Royal Dutch Shell’s Arctic prospecting plans have sparked two new lawsuits. An alliance of environmental and Alaska-based community groups is challenging the sale of leases in the Chukchi Sea. The second suit takes issue with Shell’s exploration plan, which was recently approved by a federal agency.
Eric Grafe is with Earthjustice, which filed the suit against Shell’s Arctic exploration plan in Ninth Circuit Court of Appeals. Grafe is representing ten other groups, including the Alaska Wilderness League, Sierra Club and Friends of the Earth.
The plan recently got a green light from the U.S. Bureau of Ocean Energy Management.

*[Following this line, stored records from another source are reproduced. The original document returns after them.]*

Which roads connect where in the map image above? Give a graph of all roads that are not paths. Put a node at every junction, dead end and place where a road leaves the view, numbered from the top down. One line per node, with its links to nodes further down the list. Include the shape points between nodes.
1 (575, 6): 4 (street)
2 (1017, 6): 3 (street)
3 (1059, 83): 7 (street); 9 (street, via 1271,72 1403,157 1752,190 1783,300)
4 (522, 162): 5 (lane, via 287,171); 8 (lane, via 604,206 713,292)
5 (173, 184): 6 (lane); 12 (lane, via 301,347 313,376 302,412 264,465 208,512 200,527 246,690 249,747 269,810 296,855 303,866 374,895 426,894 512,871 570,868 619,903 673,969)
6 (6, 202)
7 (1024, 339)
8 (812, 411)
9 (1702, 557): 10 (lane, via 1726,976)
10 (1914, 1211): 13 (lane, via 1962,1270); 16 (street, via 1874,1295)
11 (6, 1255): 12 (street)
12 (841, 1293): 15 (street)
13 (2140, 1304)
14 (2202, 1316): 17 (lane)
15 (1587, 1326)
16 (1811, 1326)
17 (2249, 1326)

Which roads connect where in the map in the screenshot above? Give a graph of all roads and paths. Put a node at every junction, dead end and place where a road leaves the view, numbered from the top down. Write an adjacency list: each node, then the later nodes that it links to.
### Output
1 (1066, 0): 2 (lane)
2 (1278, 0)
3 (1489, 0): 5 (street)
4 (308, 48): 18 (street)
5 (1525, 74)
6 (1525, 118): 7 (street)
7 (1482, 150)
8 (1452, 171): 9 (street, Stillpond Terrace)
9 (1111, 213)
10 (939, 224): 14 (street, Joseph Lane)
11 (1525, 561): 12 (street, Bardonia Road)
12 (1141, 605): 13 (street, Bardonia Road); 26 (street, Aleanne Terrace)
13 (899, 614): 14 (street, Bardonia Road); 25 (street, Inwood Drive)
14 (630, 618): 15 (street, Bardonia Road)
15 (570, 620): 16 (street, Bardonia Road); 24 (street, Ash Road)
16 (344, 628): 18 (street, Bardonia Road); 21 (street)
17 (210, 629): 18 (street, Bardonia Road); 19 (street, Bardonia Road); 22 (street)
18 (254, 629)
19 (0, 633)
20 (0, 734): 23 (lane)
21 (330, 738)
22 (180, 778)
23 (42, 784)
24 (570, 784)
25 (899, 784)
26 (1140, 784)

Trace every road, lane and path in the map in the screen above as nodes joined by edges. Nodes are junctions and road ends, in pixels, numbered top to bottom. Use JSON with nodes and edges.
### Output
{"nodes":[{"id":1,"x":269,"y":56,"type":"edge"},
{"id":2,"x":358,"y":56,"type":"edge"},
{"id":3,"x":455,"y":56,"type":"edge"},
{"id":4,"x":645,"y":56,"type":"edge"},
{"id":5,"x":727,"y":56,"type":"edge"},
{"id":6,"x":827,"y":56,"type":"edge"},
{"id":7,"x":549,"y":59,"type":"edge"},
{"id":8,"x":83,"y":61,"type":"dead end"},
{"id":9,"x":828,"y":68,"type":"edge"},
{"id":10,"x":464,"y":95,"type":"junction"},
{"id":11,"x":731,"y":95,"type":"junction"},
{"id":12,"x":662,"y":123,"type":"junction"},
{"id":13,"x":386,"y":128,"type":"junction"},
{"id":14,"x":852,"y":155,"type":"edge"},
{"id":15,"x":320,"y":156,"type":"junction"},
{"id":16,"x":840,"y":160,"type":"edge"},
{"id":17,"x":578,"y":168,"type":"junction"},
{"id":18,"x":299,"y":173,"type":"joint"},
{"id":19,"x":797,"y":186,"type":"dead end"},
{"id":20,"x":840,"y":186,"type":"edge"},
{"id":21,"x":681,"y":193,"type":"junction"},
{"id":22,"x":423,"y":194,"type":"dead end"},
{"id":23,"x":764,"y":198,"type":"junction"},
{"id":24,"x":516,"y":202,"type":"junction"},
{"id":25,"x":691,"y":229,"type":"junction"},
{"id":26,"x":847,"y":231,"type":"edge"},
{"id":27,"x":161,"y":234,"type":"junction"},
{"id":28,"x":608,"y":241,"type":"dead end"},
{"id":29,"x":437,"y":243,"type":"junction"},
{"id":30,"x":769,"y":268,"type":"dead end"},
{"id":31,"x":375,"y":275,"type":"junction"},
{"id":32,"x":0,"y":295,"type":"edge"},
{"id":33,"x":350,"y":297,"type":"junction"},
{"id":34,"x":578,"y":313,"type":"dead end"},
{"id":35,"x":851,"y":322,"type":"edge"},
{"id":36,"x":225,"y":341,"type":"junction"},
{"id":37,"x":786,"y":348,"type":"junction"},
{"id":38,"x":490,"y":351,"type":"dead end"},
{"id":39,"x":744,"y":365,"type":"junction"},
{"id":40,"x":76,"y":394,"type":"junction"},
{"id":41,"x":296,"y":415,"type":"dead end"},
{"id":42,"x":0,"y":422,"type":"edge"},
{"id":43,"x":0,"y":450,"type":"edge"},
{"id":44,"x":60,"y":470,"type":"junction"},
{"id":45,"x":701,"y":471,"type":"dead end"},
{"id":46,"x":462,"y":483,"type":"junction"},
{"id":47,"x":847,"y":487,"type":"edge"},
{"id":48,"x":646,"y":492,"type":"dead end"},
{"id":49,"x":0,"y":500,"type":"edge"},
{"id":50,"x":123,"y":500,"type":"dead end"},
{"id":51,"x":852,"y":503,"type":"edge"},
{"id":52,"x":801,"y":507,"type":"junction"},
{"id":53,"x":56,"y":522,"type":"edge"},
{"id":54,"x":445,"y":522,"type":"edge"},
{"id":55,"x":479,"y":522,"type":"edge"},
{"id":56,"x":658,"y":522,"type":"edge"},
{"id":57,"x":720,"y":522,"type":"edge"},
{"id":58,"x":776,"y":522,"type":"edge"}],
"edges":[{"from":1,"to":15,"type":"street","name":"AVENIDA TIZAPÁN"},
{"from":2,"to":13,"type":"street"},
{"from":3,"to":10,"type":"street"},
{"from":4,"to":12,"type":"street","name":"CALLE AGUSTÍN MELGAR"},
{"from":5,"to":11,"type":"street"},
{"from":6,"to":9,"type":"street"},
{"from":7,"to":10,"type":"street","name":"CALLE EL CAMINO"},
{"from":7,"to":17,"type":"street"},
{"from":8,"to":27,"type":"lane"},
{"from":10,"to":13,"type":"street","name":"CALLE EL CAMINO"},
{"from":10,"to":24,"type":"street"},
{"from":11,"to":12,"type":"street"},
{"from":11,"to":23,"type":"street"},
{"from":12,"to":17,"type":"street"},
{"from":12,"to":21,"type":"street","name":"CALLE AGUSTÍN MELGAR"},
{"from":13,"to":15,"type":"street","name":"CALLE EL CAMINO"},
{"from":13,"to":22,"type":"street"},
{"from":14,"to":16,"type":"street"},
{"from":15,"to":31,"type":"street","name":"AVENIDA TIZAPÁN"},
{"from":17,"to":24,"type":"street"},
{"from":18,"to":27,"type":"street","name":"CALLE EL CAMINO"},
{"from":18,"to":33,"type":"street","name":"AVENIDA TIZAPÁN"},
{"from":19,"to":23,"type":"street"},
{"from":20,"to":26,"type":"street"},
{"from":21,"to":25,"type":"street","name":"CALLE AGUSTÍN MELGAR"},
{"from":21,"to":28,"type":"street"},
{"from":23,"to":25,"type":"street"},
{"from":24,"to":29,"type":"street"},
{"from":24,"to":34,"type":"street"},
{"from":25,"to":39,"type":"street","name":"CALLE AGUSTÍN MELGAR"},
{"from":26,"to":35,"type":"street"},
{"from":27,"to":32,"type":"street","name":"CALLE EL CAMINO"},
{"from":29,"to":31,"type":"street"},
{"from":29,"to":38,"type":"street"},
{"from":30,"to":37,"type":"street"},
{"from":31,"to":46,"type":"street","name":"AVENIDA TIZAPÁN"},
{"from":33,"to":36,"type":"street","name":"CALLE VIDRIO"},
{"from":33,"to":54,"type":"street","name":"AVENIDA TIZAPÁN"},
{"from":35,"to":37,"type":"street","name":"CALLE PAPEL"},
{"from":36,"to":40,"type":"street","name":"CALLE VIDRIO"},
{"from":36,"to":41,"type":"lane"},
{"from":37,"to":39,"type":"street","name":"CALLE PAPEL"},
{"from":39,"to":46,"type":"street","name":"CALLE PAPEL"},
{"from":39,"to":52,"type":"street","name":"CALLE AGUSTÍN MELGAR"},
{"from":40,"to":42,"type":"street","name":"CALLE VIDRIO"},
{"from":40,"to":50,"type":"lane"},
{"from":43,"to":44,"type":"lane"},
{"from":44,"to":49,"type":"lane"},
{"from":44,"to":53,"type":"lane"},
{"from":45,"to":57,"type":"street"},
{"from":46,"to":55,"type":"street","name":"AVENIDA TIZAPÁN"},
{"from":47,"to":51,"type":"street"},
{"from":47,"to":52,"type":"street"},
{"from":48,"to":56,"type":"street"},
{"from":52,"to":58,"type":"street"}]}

“The specific plan that Shell’s developed was approved very quickly, in 30 days, with just a very cursory environmental review,” said Grafe.
He says Shell’s record in the Arctic was already bad after its failed attempts to explore there in 2012, with one drilling rig, the Kulluk, running aground and totaled, and another catching fire.
The company subsequently paid more than a million dollars for air pollution violations and its main contractor pled guilty for felony convictions and paid $12 million in fines.
“So 2012 went terribly. And here comes Shell again with another plan. This one even bigger and dirtier and more intense and more risky, to drill in the Chukchi Sea - right in the heart of important habitat for walruses and bow head whales.”
And he says the US Interior department hasn’t done adequate review of that plan.
Shell says it has learned some important lessons since then and added to its fleet, for example, replacing the Kulluk with the much newer Polar Pioneer. That rig is currently parked at Seattle’s Terminal 5.
Spokesman Curtis Smith said via email the company believes its most recent exploration plan is robust and expects regulators were equally thorough in the process they used to approve it.